Dass Marie diesen eigentümlichen Auftrag überhaupt anzunehmen bereit ist, liegt am Boykott durch die örtlichen Jäger, die ihre Trophäen keiner Frau anvertrauen wollen: „Für ein Weibsbild gehört sich das Ausstopfen nicht. Maries Erfahrung war eine andere. Frauen waren näher an der Monstrosität des Lebens, an den Eingeweiden, am Blut, an der Haut. Sie konnten fast umkommen vor Schmerz und kurz darauf einen Menschen gebären, blutverschmiert, winzig und zugleich absolut vollkommen. Überall auf der Welt machten Frauen Grenzerfahrungen, jeden Tag millionenfach. Es sprach nur nie jemand davon.“Mit einem kleinen, aber repräsentativen Ausschnitt aus der hinterwäldlerischen Macho-Gesellschaft sind Marie und Ursula dann auch in dem Gasthaus konfrontiert, in das sie bei ihrer Suche nach einem passenden Stück Holz als Sockel für den Chihuahua geraten. Hier treten neben dem zotteligen, stinkenden, aber philosophischen Eigenbrötler noch andere stehende Typen der kritischen Dorfliteratur auf: der Schullehrer, der Bestatter als die scheinheilige Stimme der katholischen Kirche und der lokale ÖVP-Politiker.
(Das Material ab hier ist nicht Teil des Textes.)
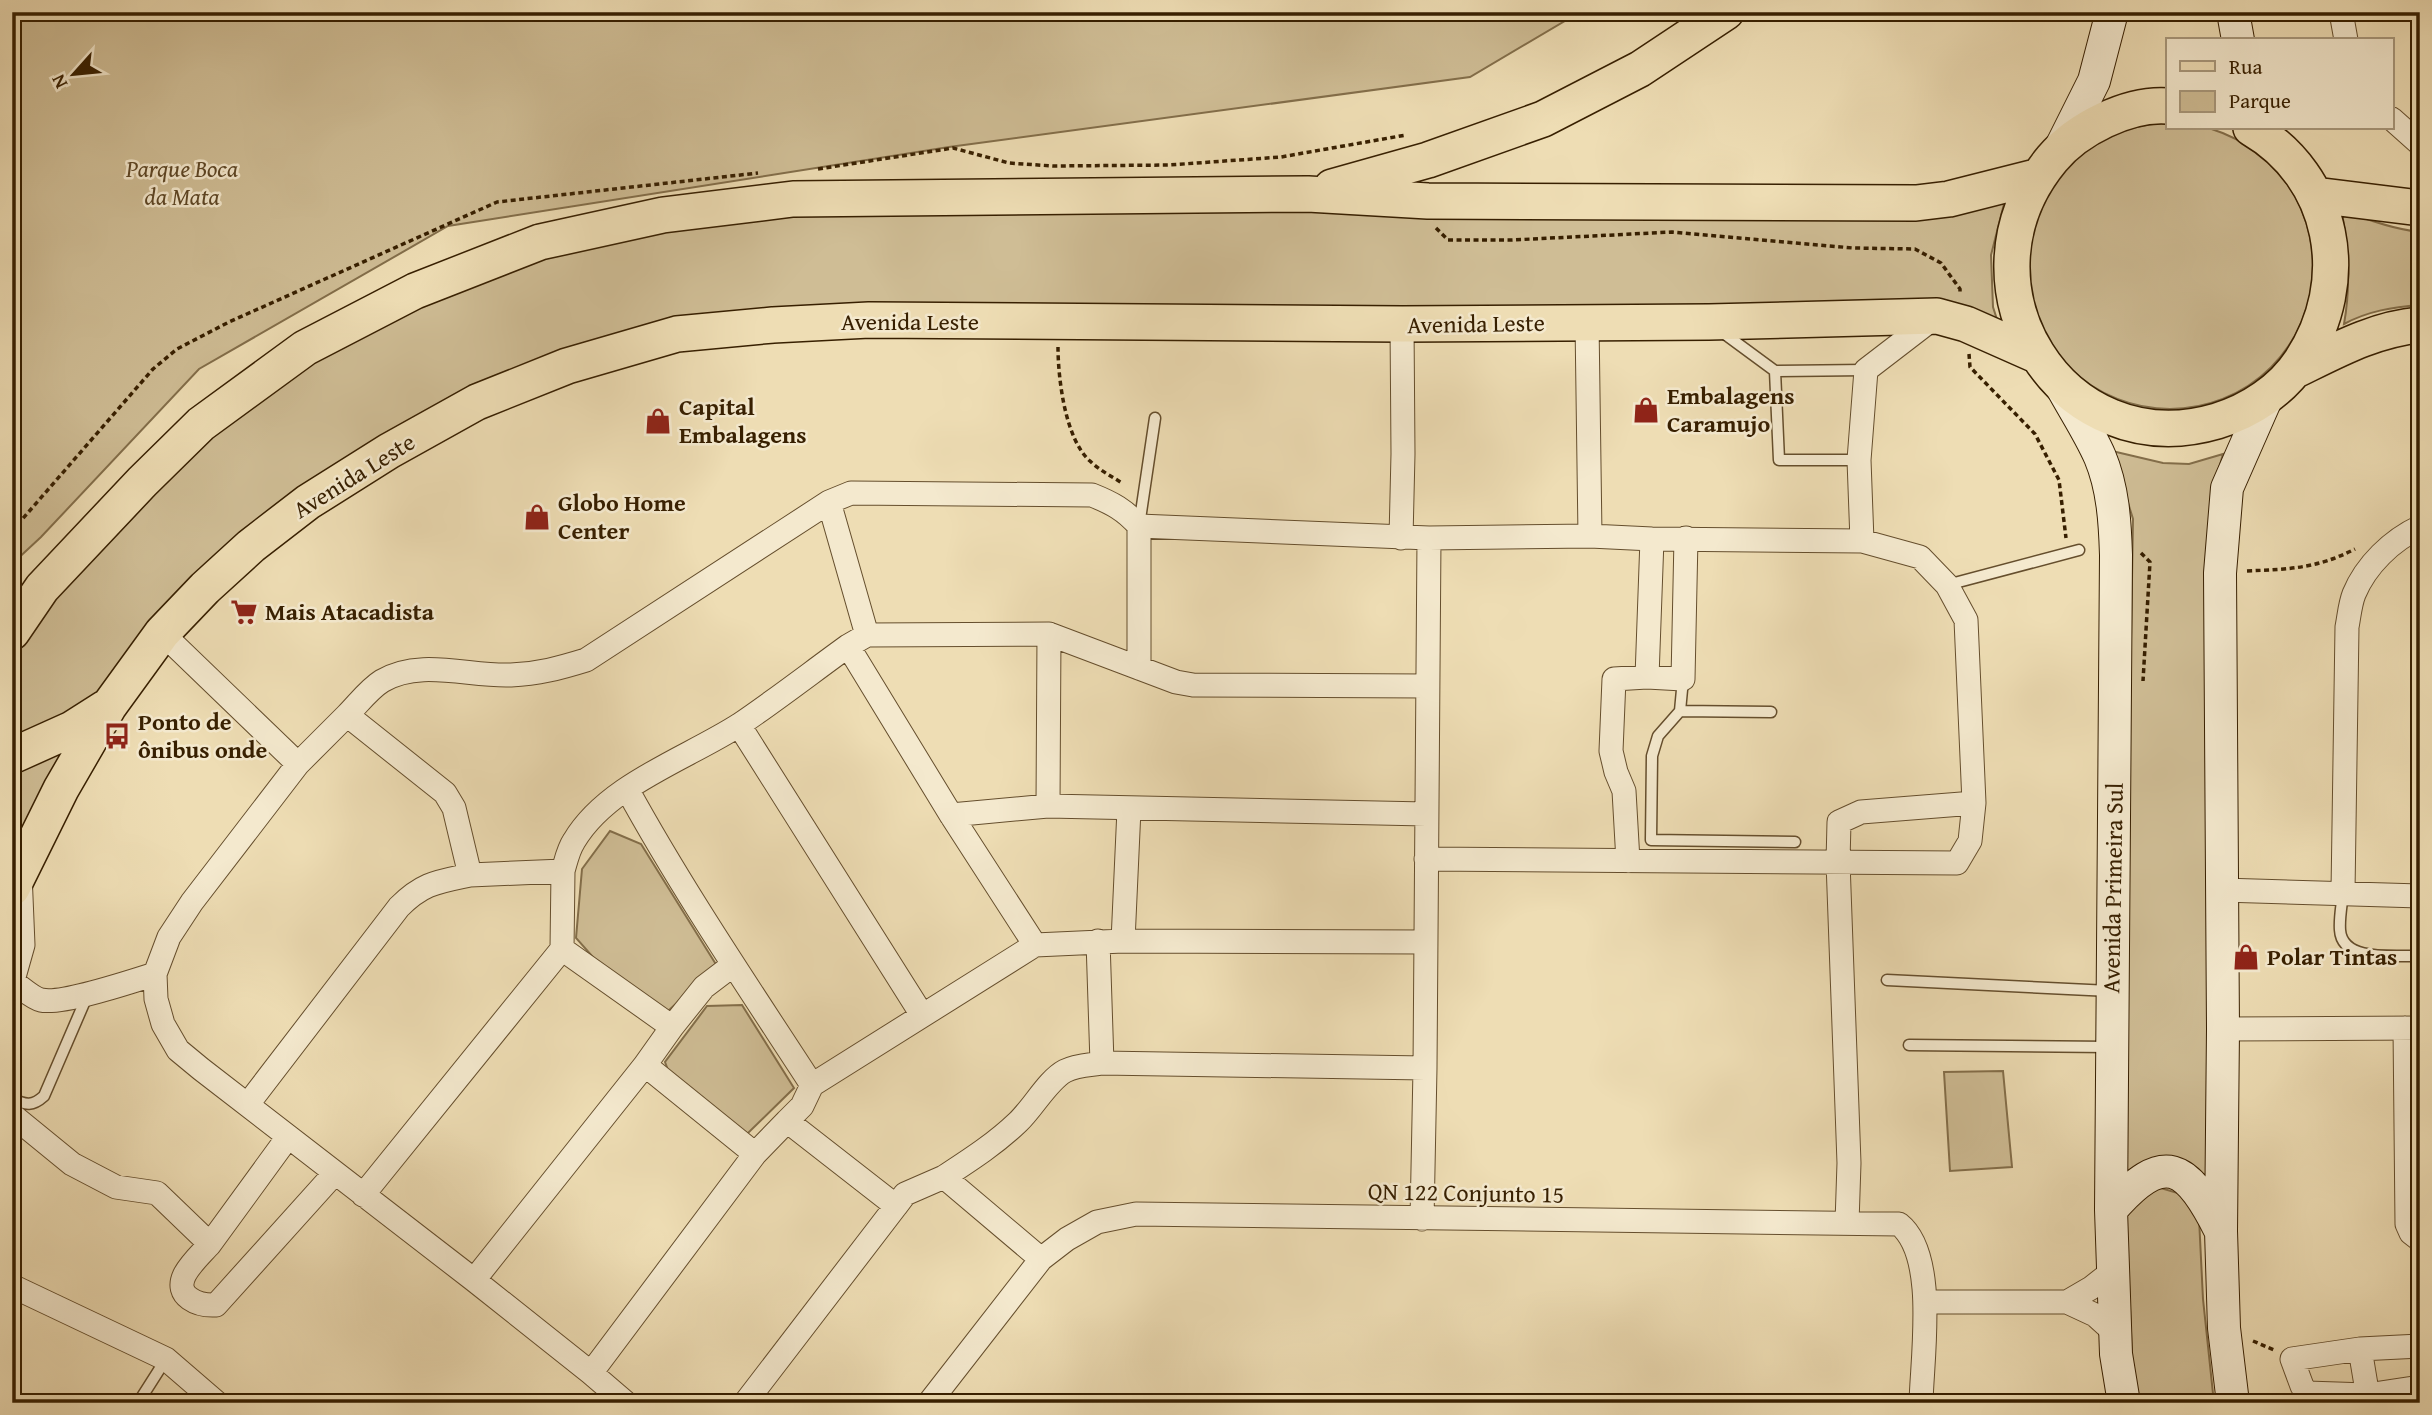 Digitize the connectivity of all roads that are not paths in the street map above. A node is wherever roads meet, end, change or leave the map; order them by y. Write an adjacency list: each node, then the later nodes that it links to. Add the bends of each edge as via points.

Sie zeichnen sich nicht nur durch Frauenverachtung aus, sondern entpuppen sich auch als vorurteilsbehaftete Verhinderer von Younis Fortkommen, haben sie doch dem talentierten jungen Flüchtling nie eine Chance gegeben. Zu seinem Tod haben sie Theorien: Es war ein Unfall bei der Vorbereitung eines Anschlags auf die Kirche – mit dem Namen kann er ja nur Muslim gewesen und radikalisiert worden sein – oder beim Kochen von Meth. „Und da gibt’s doch – das hat mir die Tochter erzählt – so eine Serie, wo ein Chemieprofessor statt zum Arbeiten in seiner Küche Drogen zusammenpantscht“, erklärt der pensionierte Sportlehrer.
Abgründe einer Fremdenverkehrsgemeinde tun sich hier auf, nicht subtil und nicht immer sprachlich überzeugend, da der Dialekt der Figuren aus Rücksicht auf die (deutsche) Leserschaft stark verwässert ist. Stellenweise ist die Gesellschaftskritik zu dick aufgetragen. Die Handlung des erzählten Tages ist unterlegt mit den Erfahrungen des strukturellen Sexismus, unter dem die Protagonistin und ihr Sidekick im ÖBB-Kostüm immer noch leiden, und verquickt mit der Lebensgeschichte des auch nach zwanzig Jahren im Tal und trotz unbedingter Assimilationsbereitschaft nicht akzeptierten Youni aus dem Kosovo. Dazu kommt das Leiden am frühen Verlust der Eltern, an Mobbing und dem Ausverkauf von Grund und Boden, sogar die Flucht einer Transgender-Person aus der Provinz in die Stadt bekommt ein paar Zeilen.
Der Tag wird als Countdown zur Explosion des ausgestopften Schoßhunds erzählt, was man ohne zu spoilern erwähnen kann, da der Roman mit diesem Höhepunkt beginnt. Dass die Demütigungen, die die Tiroler Provinz für Außenseiter parat hält, in dieser Tat kulminieren müssen, die den Berg zum Tanzen bringt, erschließt sich zwar aus der Handlung nicht zwingend, aber „Der tanzende Berg“ist trotzdem ein solider kritischer Heimatroman, unterhaltsam, ohne wohlfeile Ironie, mit manchem Klischee und gelegentlich erhobenem Zeigefinger.